### Input data ###

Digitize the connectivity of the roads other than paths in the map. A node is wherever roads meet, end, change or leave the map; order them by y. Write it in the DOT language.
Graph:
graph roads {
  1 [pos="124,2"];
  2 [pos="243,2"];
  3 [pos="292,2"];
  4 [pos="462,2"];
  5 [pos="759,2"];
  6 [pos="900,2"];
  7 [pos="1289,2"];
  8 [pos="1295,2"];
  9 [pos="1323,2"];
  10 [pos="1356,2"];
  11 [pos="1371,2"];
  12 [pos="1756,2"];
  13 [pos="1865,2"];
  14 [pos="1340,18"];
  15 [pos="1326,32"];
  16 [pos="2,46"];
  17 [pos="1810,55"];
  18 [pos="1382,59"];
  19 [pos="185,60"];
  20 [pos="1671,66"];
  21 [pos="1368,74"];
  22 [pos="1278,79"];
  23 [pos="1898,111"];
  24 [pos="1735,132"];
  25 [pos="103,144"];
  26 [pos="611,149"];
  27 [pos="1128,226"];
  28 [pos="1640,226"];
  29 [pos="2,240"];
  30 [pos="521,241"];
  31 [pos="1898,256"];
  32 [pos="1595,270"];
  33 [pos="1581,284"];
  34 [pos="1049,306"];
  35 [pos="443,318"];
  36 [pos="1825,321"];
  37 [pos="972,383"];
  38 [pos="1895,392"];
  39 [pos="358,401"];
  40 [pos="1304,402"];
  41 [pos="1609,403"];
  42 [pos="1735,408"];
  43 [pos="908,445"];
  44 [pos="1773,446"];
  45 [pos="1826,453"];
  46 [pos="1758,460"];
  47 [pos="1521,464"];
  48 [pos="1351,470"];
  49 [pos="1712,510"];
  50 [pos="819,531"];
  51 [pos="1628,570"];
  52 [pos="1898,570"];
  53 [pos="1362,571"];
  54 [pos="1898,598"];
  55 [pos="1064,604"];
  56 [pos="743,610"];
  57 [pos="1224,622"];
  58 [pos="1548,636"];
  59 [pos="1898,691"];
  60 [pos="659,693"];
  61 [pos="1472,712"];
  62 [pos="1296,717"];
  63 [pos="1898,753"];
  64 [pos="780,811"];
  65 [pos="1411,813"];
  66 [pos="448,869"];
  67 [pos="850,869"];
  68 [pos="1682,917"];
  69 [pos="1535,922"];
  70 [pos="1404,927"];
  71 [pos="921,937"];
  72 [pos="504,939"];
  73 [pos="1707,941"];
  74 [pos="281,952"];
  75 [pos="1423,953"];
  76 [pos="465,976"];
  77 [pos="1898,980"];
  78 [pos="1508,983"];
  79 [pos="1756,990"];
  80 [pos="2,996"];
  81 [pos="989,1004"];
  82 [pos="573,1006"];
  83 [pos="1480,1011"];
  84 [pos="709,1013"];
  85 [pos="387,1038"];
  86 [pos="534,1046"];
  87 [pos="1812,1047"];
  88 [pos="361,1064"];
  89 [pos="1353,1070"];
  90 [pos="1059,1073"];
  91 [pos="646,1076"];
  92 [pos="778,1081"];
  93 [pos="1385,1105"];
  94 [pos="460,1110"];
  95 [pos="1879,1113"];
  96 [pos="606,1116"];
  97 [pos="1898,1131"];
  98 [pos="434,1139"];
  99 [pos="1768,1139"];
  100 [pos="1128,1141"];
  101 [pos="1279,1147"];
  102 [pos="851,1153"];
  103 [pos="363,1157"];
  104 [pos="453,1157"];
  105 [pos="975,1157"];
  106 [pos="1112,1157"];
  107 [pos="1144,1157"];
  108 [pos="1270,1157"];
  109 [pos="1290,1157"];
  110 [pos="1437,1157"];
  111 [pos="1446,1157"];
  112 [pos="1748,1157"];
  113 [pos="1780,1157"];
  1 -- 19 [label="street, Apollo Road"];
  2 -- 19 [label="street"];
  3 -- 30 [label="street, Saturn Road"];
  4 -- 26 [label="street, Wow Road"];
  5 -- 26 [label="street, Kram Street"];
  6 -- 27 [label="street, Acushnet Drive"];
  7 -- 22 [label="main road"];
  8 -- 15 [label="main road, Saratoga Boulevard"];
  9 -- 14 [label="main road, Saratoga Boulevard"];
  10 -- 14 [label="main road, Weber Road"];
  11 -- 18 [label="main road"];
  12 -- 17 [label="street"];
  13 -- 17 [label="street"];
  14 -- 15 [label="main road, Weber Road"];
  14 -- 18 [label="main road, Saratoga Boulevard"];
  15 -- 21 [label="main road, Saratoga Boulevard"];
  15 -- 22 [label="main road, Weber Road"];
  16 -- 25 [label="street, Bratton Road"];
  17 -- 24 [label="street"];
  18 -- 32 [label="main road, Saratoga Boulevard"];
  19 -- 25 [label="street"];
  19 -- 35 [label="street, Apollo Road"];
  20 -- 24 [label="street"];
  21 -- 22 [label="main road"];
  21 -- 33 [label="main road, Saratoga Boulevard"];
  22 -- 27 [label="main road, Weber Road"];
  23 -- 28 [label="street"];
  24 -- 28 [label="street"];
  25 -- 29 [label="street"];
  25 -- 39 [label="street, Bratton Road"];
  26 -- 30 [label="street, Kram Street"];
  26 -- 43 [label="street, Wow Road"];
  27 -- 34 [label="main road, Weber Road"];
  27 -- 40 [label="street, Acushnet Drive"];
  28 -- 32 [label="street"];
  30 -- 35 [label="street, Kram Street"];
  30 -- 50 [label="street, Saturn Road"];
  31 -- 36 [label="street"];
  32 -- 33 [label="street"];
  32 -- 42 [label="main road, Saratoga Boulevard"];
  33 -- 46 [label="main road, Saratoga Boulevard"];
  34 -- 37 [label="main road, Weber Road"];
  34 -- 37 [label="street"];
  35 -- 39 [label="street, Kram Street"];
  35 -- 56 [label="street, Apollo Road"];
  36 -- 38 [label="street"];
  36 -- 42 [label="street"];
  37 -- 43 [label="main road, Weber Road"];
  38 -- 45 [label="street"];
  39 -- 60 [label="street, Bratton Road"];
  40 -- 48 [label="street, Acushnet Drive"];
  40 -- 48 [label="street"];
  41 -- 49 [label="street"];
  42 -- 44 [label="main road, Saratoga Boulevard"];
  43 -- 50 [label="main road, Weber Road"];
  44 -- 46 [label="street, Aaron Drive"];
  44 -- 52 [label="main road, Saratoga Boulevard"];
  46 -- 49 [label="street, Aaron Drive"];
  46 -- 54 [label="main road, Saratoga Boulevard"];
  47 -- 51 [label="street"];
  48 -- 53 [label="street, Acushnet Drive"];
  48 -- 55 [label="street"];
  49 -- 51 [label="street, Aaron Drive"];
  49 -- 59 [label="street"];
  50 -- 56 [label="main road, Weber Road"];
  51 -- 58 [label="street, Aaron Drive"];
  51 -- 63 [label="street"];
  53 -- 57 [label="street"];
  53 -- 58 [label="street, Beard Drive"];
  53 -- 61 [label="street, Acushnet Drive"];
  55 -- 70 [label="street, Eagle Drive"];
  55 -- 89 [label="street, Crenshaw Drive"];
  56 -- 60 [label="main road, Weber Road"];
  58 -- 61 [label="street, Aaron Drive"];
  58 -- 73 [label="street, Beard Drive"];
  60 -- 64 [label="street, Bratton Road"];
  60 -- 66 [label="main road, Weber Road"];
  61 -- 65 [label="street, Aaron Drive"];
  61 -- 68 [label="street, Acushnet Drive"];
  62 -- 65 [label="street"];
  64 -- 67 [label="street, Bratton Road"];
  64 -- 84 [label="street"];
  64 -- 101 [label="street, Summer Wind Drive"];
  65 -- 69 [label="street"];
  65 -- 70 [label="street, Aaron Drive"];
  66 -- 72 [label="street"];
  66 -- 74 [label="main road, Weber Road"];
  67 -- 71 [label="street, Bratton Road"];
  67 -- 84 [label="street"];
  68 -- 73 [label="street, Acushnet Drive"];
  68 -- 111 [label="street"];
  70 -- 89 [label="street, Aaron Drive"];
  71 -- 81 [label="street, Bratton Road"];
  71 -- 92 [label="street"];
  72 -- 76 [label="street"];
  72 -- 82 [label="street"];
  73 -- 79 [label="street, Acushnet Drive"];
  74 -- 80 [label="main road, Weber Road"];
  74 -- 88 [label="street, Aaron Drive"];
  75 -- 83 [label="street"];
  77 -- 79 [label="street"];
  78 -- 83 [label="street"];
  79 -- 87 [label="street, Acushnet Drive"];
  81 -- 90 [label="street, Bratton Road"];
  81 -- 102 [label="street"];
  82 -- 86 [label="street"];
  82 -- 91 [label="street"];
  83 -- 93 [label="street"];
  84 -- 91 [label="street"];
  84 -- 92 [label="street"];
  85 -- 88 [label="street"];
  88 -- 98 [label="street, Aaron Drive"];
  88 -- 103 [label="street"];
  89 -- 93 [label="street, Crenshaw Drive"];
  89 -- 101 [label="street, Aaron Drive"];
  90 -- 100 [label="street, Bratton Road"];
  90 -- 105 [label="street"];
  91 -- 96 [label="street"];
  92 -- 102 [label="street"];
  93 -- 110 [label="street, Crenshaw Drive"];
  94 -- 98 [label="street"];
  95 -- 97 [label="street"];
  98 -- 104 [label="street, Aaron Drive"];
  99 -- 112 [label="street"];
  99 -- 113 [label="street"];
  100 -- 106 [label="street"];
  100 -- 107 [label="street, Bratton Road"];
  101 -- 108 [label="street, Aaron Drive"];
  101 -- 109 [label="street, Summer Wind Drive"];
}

###

#### What you need to do
Copy every line above that holds the word "Kram".

#### Answer below
  5 -- 26 [label="street, Kram Street"];
  26 -- 30 [label="street, Kram Street"];
  30 -- 35 [label="street, Kram Street"];
  35 -- 39 [label="street, Kram Street"];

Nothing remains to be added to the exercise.